● **Your task**: Although the records contain pictures, repeat only the text of every line exactly.

# # # #

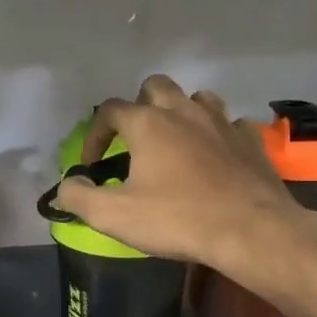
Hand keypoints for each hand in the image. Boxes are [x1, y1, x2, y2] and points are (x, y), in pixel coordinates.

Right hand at [53, 74, 306, 270]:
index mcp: (148, 124)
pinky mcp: (250, 140)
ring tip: (176, 140)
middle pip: (155, 86)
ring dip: (181, 112)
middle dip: (139, 106)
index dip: (95, 134)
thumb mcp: (115, 216)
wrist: (250, 230)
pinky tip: (216, 155)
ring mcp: (222, 121)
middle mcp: (184, 111)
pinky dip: (218, 134)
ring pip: (197, 98)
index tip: (93, 163)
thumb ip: (80, 197)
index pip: (110, 110)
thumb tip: (66, 185)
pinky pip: (231, 123)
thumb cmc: (177, 220)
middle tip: (136, 140)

# # # #

● **Response area**:
Hand keypoints for each hand in the image. Boxes are [x1, y1, x2, y2] and points are (x, y), in pixel coordinates.

Right hand at [53, 74, 306, 270]:
index mcp: (148, 124)
pinky mcp: (250, 140)
ring tip: (176, 140)
middle pip: (155, 86)
ring dip: (181, 112)
middle dip: (139, 106)
index dip: (95, 134)
thumb mcp: (115, 216)
wrist: (250, 230)
pinky tip: (216, 155)
ring mcp: (222, 121)
middle mcp: (184, 111)
pinky dip: (218, 134)
ring pip: (197, 98)
index tip: (93, 163)
thumb ip: (80, 197)
index pip: (110, 110)
thumb tip: (66, 185)
pinky pip: (231, 123)
thumb cmc: (177, 220)
middle tip: (136, 140)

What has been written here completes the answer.